═════ Records to process ═════

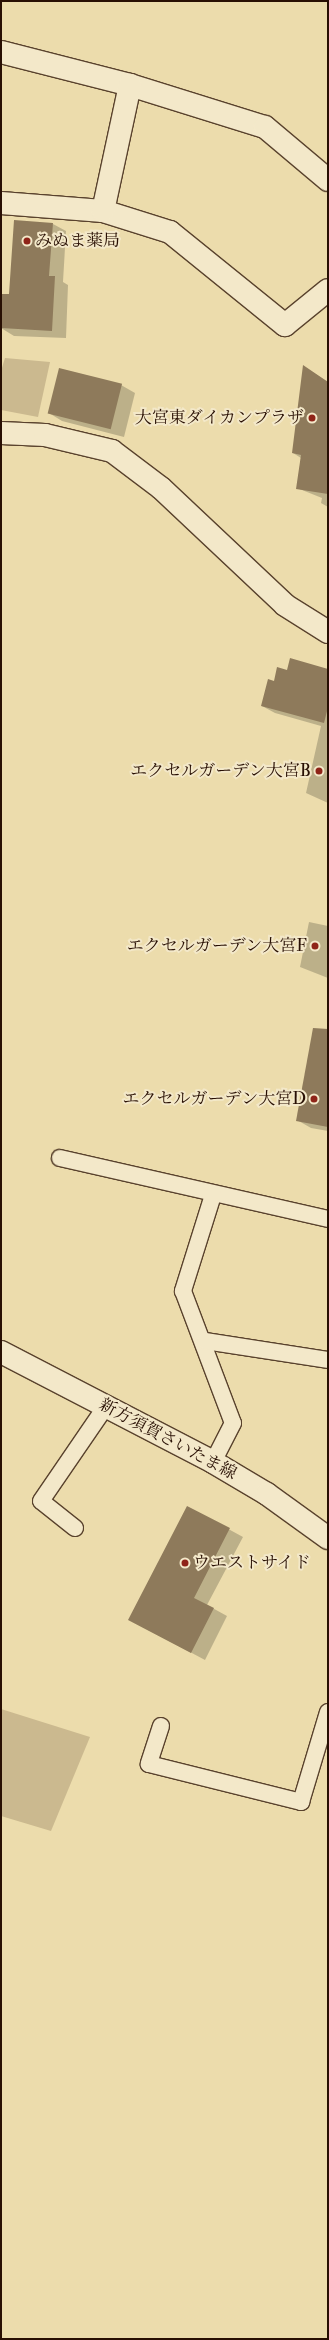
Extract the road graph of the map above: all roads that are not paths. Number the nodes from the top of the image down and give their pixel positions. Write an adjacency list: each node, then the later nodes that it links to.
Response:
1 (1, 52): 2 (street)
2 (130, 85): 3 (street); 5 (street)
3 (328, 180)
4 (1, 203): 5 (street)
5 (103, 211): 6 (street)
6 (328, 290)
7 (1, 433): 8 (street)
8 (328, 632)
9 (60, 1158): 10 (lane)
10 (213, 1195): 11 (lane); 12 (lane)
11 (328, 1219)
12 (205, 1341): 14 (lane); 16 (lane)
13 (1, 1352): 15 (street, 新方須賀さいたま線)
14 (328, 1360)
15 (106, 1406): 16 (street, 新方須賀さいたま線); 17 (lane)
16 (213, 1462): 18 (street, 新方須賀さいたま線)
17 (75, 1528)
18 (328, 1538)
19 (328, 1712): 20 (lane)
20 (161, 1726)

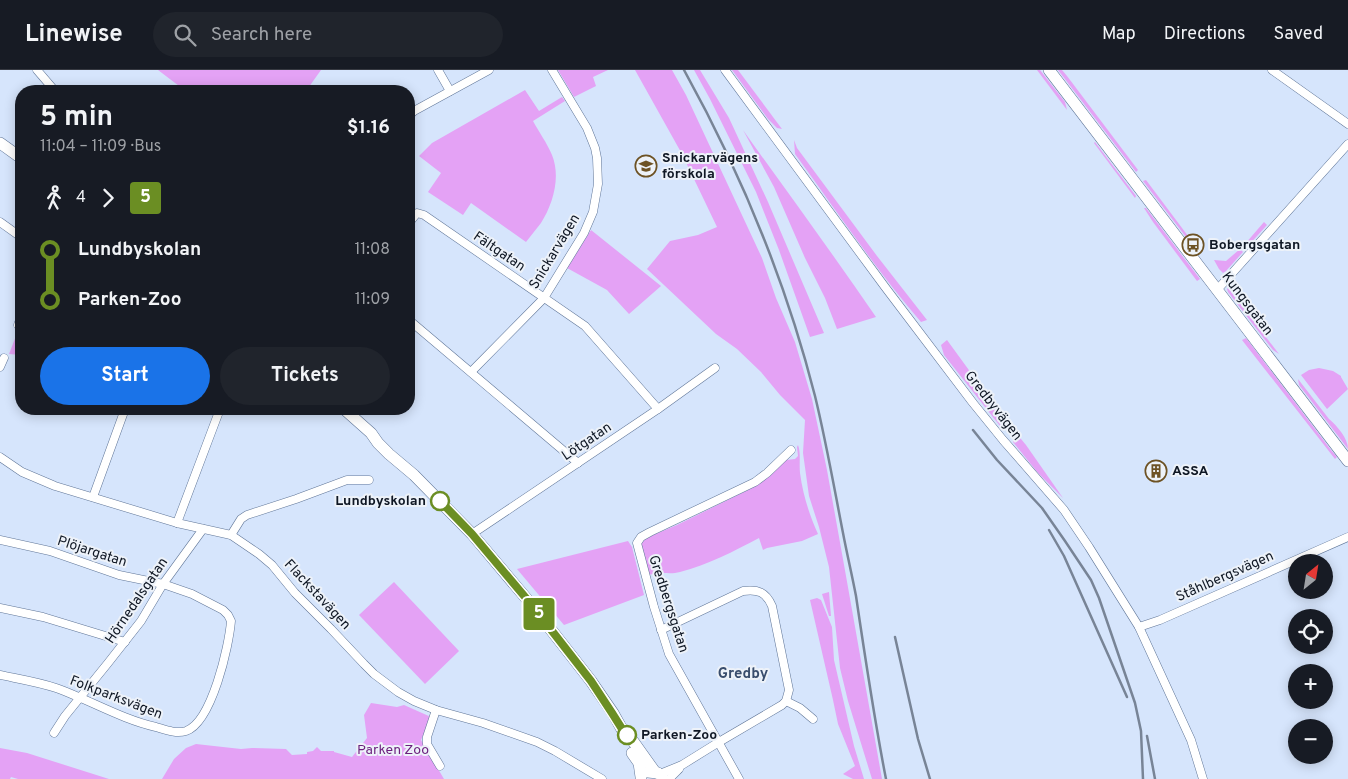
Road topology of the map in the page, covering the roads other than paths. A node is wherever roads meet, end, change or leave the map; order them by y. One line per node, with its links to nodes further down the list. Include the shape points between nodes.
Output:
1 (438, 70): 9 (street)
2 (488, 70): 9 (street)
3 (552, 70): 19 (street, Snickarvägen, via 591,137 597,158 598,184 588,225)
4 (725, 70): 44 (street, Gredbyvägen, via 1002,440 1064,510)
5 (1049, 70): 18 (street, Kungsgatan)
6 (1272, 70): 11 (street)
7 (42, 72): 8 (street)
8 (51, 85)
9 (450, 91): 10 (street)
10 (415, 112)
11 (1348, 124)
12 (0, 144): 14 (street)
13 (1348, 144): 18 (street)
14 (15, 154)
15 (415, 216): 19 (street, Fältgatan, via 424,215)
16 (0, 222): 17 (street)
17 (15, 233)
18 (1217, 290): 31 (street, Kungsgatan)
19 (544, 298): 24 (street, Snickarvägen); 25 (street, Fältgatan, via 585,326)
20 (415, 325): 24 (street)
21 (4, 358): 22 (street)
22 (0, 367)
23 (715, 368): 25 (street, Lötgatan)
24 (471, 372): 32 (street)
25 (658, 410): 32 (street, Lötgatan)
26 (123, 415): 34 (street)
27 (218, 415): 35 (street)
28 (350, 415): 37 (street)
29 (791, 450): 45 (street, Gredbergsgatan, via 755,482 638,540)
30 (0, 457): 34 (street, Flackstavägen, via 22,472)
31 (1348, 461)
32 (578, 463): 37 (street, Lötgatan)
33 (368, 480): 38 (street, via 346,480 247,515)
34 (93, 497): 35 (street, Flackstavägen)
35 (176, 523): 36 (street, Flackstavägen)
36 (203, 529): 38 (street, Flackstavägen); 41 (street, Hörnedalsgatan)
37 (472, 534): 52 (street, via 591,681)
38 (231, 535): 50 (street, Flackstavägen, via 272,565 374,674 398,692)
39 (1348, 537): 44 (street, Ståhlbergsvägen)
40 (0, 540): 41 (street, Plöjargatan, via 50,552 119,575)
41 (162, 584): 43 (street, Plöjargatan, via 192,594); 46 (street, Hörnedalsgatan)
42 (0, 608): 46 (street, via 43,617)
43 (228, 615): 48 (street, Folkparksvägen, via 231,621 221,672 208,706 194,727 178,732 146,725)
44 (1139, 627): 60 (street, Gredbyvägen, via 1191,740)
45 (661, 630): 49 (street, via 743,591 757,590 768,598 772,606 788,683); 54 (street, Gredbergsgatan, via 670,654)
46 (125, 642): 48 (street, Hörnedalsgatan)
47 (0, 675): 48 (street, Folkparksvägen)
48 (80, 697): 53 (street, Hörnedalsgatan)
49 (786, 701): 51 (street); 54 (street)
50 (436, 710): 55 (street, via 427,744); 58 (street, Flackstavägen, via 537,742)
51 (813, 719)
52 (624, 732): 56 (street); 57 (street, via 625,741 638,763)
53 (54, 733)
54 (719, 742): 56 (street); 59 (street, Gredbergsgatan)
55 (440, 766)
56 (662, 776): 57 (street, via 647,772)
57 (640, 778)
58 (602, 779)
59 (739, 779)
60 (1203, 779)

═════

Tally the lines in these entries that have the string "Lötgatan" in them, then answer with the count and nothing else.

3